» Records provided

>>>

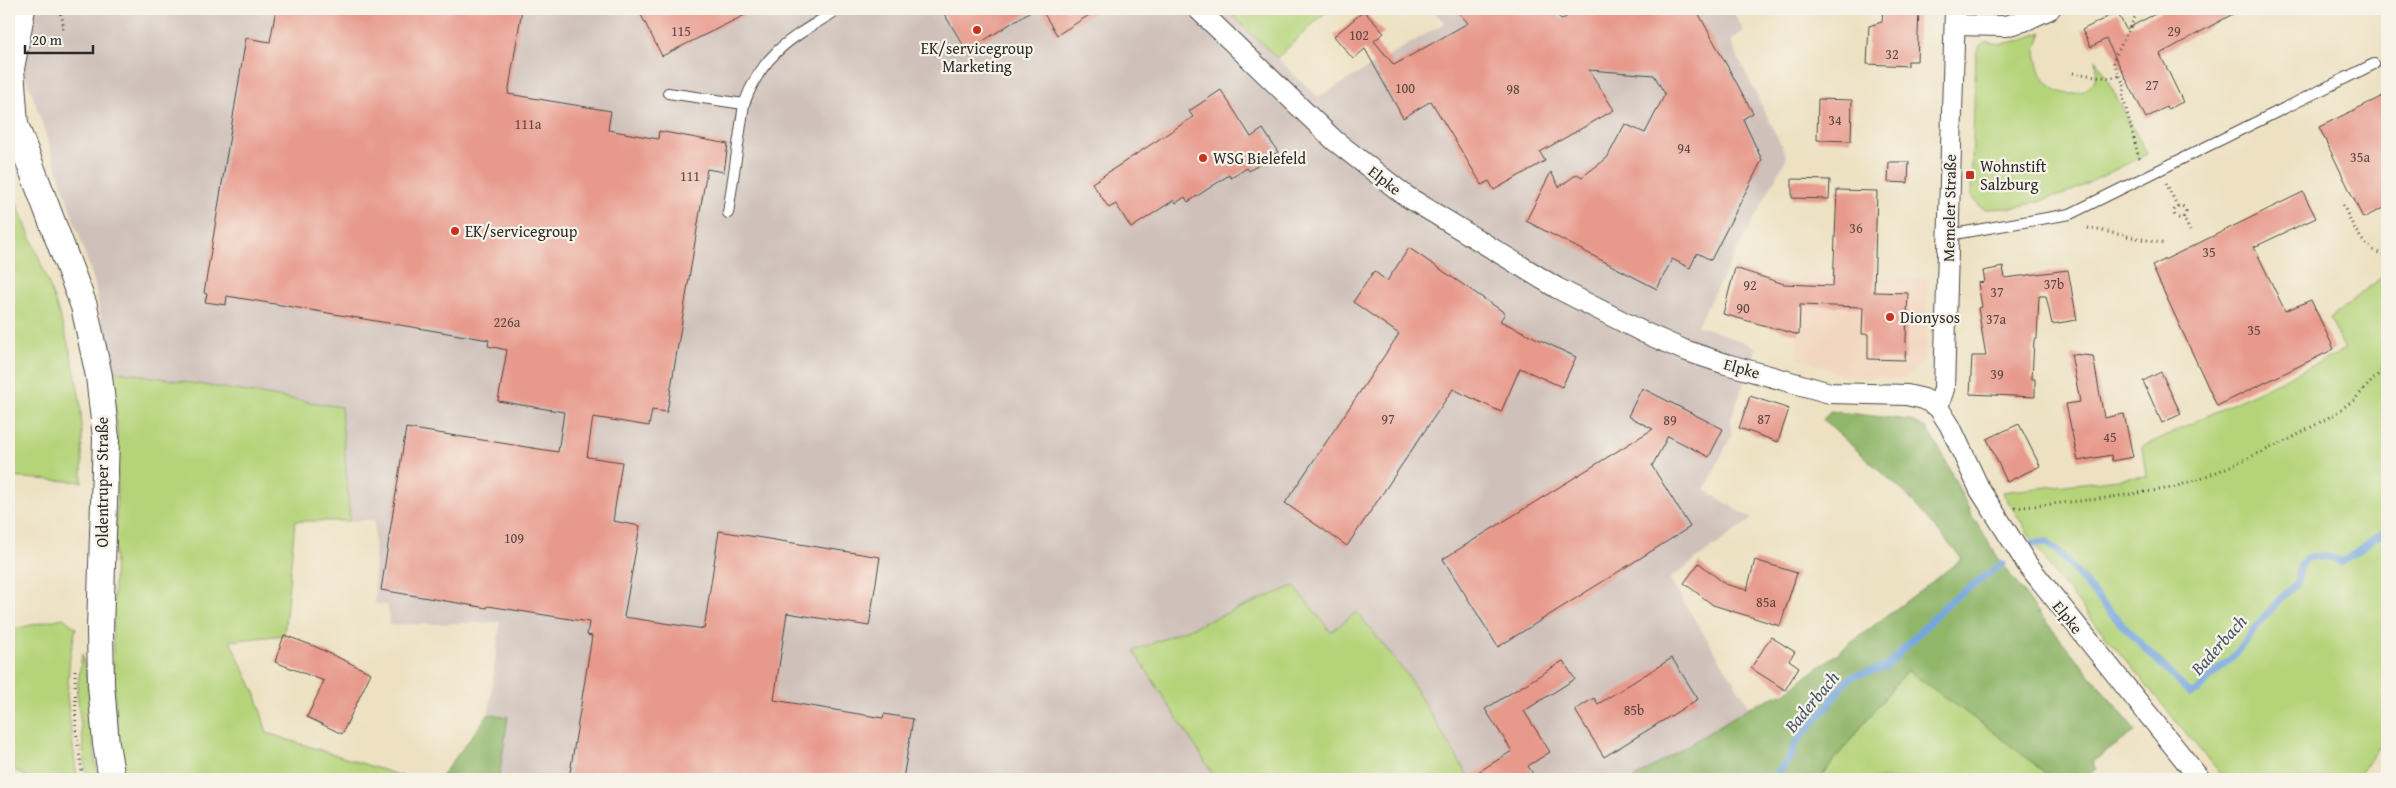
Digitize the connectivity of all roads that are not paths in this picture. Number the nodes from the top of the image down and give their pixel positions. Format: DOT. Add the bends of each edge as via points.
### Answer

<<<
>>>

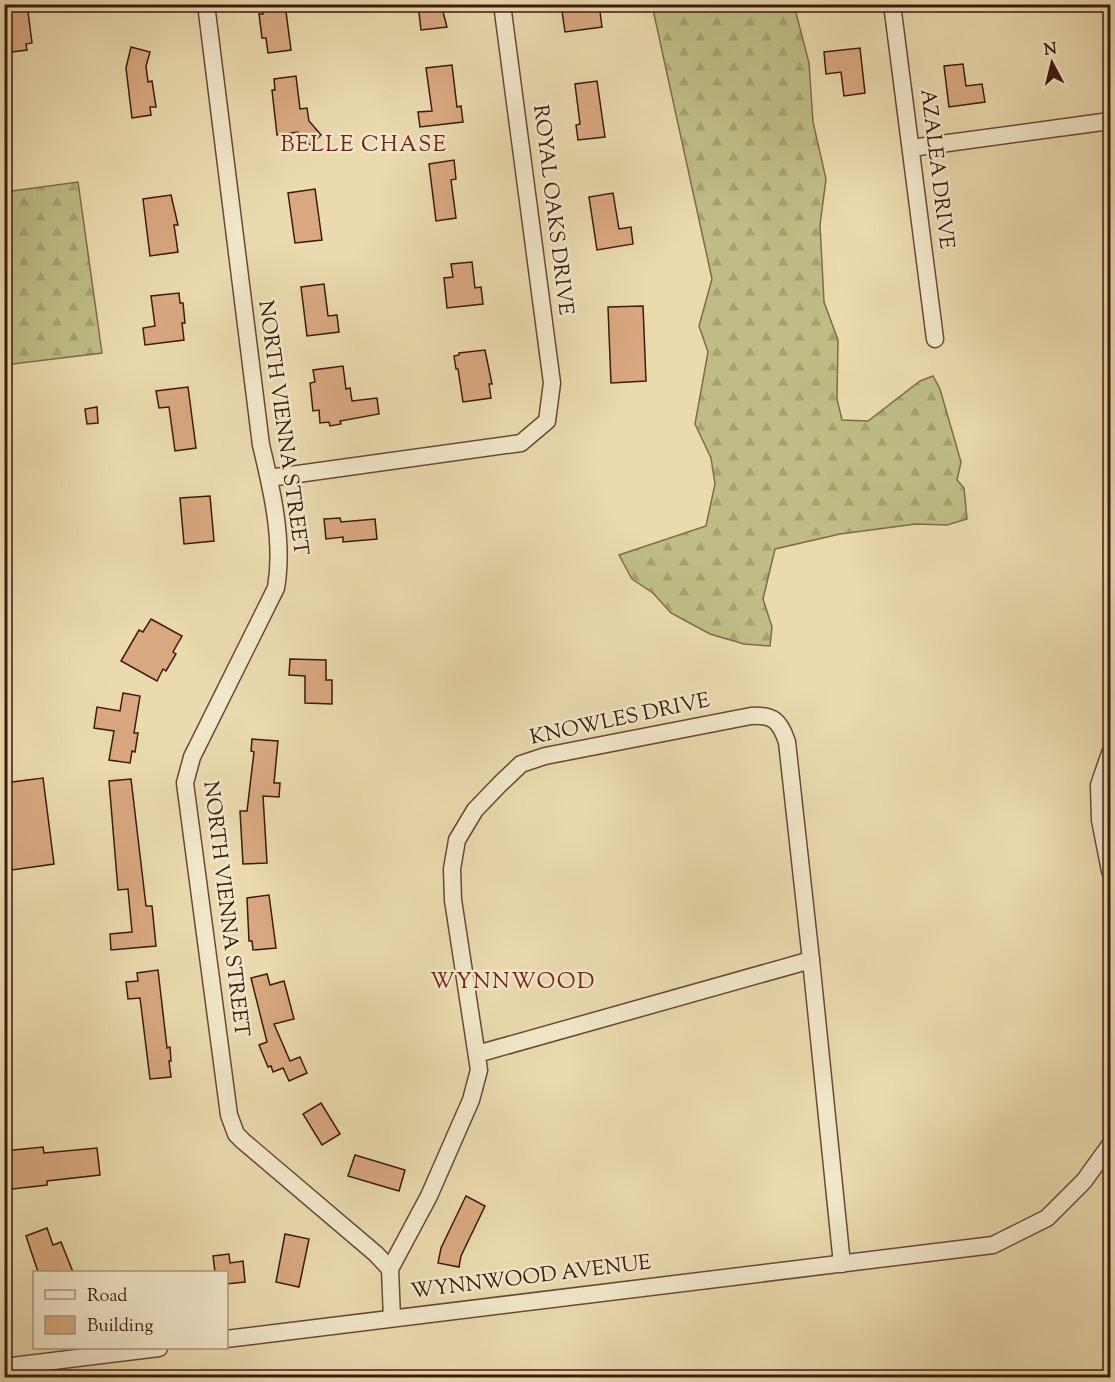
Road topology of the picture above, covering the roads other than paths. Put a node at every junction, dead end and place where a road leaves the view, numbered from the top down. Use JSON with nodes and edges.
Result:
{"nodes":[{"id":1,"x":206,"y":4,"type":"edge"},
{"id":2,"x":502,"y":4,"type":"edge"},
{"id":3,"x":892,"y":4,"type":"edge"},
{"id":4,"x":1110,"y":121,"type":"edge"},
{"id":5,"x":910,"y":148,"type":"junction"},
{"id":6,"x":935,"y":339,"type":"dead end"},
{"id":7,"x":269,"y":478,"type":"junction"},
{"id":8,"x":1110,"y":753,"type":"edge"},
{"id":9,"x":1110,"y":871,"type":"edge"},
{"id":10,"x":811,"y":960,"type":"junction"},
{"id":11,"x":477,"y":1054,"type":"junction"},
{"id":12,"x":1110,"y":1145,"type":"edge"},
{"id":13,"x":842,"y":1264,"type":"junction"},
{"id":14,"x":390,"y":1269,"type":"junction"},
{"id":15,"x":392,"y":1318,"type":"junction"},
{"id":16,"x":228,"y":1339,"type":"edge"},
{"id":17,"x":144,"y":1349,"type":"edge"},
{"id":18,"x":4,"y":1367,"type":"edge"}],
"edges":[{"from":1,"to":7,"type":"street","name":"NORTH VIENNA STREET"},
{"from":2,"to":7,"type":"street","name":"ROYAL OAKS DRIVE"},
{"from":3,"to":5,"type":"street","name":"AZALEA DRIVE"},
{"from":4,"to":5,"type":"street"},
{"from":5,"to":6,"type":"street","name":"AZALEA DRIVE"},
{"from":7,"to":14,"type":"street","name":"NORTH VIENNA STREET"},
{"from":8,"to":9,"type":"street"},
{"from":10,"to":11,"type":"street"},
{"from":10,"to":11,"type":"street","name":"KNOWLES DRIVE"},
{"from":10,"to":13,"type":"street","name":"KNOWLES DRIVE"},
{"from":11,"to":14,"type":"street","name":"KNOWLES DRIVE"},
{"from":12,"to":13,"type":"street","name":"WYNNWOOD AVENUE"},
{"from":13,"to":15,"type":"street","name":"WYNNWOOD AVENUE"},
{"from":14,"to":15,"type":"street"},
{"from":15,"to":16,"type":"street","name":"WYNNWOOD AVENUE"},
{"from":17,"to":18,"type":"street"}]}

<<<

» Assignment
Take every line above that includes the string "paths" and return it.

» Your response
Digitize the connectivity of all roads that are not paths in this picture. Number the nodes from the top of the image down and give their pixel positions. Format: DOT. Add the bends of each edge as via points.
Road topology of the picture above, covering the roads other than paths. Put a node at every junction, dead end and place where a road leaves the view, numbered from the top down. Use JSON with nodes and edges.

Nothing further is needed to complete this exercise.